The Nuremberg trial was anything but cold-blooded murder. (As for Tokyo, well…) The judges were obviously able to distinguish between defendants, as indicated by the three complete acquittals and the variety of sentences other than death. And although I agree with you that the aggression charges were ex post facto, no defendant was sentenced to death for aggression alone. (I disagree, as do most ICL scholars, that the crimes against humanity charges were also ex post facto.)
There are many aspects of international criminal law that represent victor’s justice. But blanket condemnations — “international law will always be victor’s justice” — are both inaccurate and counterproductive.
Response… Would you support a system of justice with no appellate review? Nuremberg had none. From trial to death it was just over a year. Would you support that type of due process? I would not. What about the failure to prosecute Emperor Showa? And immunity, by the U.S., for Japanese scientists involved in testing biological weapons experiments on civilians?
As I said, I don’t generally disagree with you about Tokyo. And of course I think it’s important to have appellate review. Its absence at Nuremberg, however, does not necessarily mean that the executions were “cold-blooded murder.” If you have an example of an executed defendant who did not deserve to be convicted and sentenced to death, please discuss it. I think their guilt was overwhelming and fairly proved, although I think Streicher should have been sentenced to life imprisonment instead of to death. (In terms of non-capital defendants, I don’t think Doenitz should have been convicted at all.)
Response… We agree on most points. I believe that any court that wants the legitimacy of law, should implement all of the protections of the law, such as the ICC not allowing hearsay. But, I would not call the trial of Hussein as murder. Thanks for the debate.
You wouldn’t call Hussein’s trial murder? After your eloquent defense of procedural protections, you think an execution has legitimacy when a judge who was leaning against the death penalty is removed for that reason and replaced by a judge who hadn’t heard the evidence and had already stated his desire to sentence Hussein to death?
Kevin,
One of the lawyers involved in advising the Iraqis regarding Saddaam’s trial, Professor Mike Newton of Vanderbilt Law, has just recently completed a book about it. He was there for most or all of it. It purports to be an objective account. I haven’t read it, but you might be interested in picking up a copy.
In a presentation I saw recently, Professor Newton mentioned that they had much less “control” or ability to influence the Iraqis’ handling of the process than most (or your post) seem to realize.
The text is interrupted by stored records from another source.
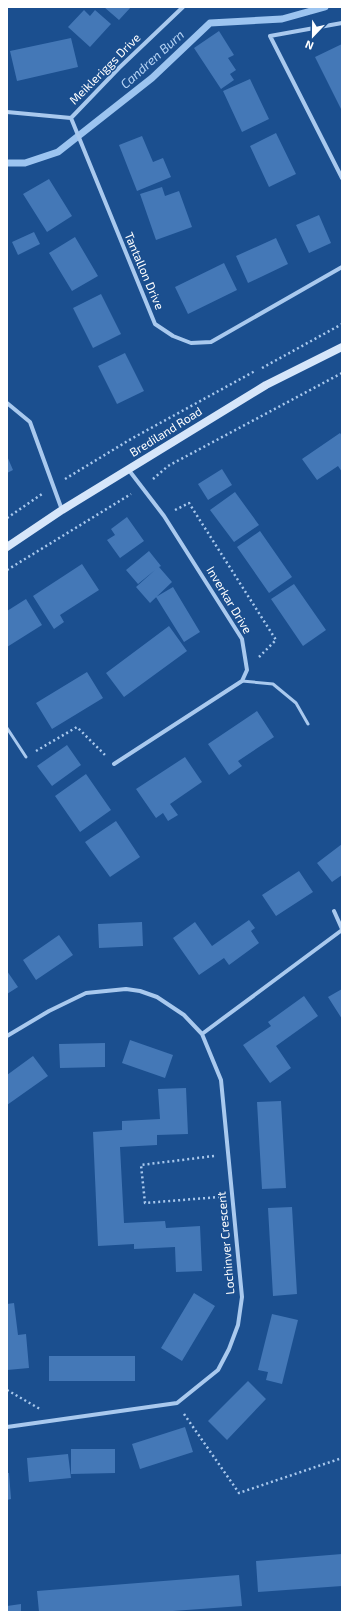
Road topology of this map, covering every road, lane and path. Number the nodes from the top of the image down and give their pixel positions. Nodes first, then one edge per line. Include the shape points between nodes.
1 (183, 7) edge
2 (342, 23) edge
3 (7, 112) edge
4 (71, 118) junction
5 (342, 178) edge
6 (342, 267) edge
7 (342, 324) edge
8 (342, 347) edge
9 (342, 373) edge
10 (7, 403) edge
11 (128, 469) junction
12 (54, 485) junction
13 (142, 488) junction
14 (62, 510) junction
15 (164, 516) junction
16 (7, 518) edge
17 (7, 547) edge
18 (7, 570) edge
19 (247, 670) junction
20 (242, 681) junction
21 (308, 724) dead end
22 (7, 728) edge
23 (26, 757) joint
24 (114, 764) joint
25 (334, 911) dead end
26 (342, 930) edge
27 (202, 1034) junction
28 (7, 1036) edge
29 (227, 1154) junction
30 (231, 1196) junction
31 (7, 1390) edge
32 (177, 1403) junction
33 (59, 1420) junction
34 (7, 1427) edge
35 (342, 1458) edge

1 - 4 street, Meikleriggs Drive
2 - 5 street via 270,36
3 - 4 street, Meikleriggs Drive
4 - 6 street, Tantallon Drive via 155,324 173,336 191,342 211,342
7 - 12 path via 131,439
8 - 11 street, Brediland Road via 266,384
9 - 13 path via 168,466
10 - 12 street via 30,422
11 - 13 street, Inverkar Drive
11 - 14 street, Brediland Road
12 - 14 street
12 - 16 path
13 - 15 street, Inverkar Drive
13 - 18 path
14 - 17 street, Brediland Road
15 - 19 street, Inverkar Drive via 242,639
15 - 19 path via 189,503 276,640
19 - 20 street
20 - 21 lane via 273,684 296,703
20 - 24 street
22 - 23 lane
23 - 24 path via 77,727
25 - 26 street
26 - 27 street
27 - 28 street, Lochinver Crescent via 184,1015 157,997 126,989 86,993
27 - 29 street, Lochinver Crescent via 221,1080
29 - 30 street, Lochinver Crescent
29 - 30 path via 141,1165 144,1203
30 - 32 street, Lochinver Crescent via 242,1297 238,1324 218,1370
31 - 33 path
32 - 33 street
32 - 35 path via 239,1493
33 - 34 street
Although I don’t know Mr. Wiley, I am hesitant to give his story so much credence without more information and evidence. Beyond that, I am unwilling to impugn the US representatives without knowing what they knew or could do about what was happening. Obviously, “said nothing” could imply many things. Saying what? To whom? Perhaps nothing was said; perhaps it was said and ignored…we just don’t know.
I only hope it is not what Mr. Wiley makes it out to be, recognizing that anything is possible.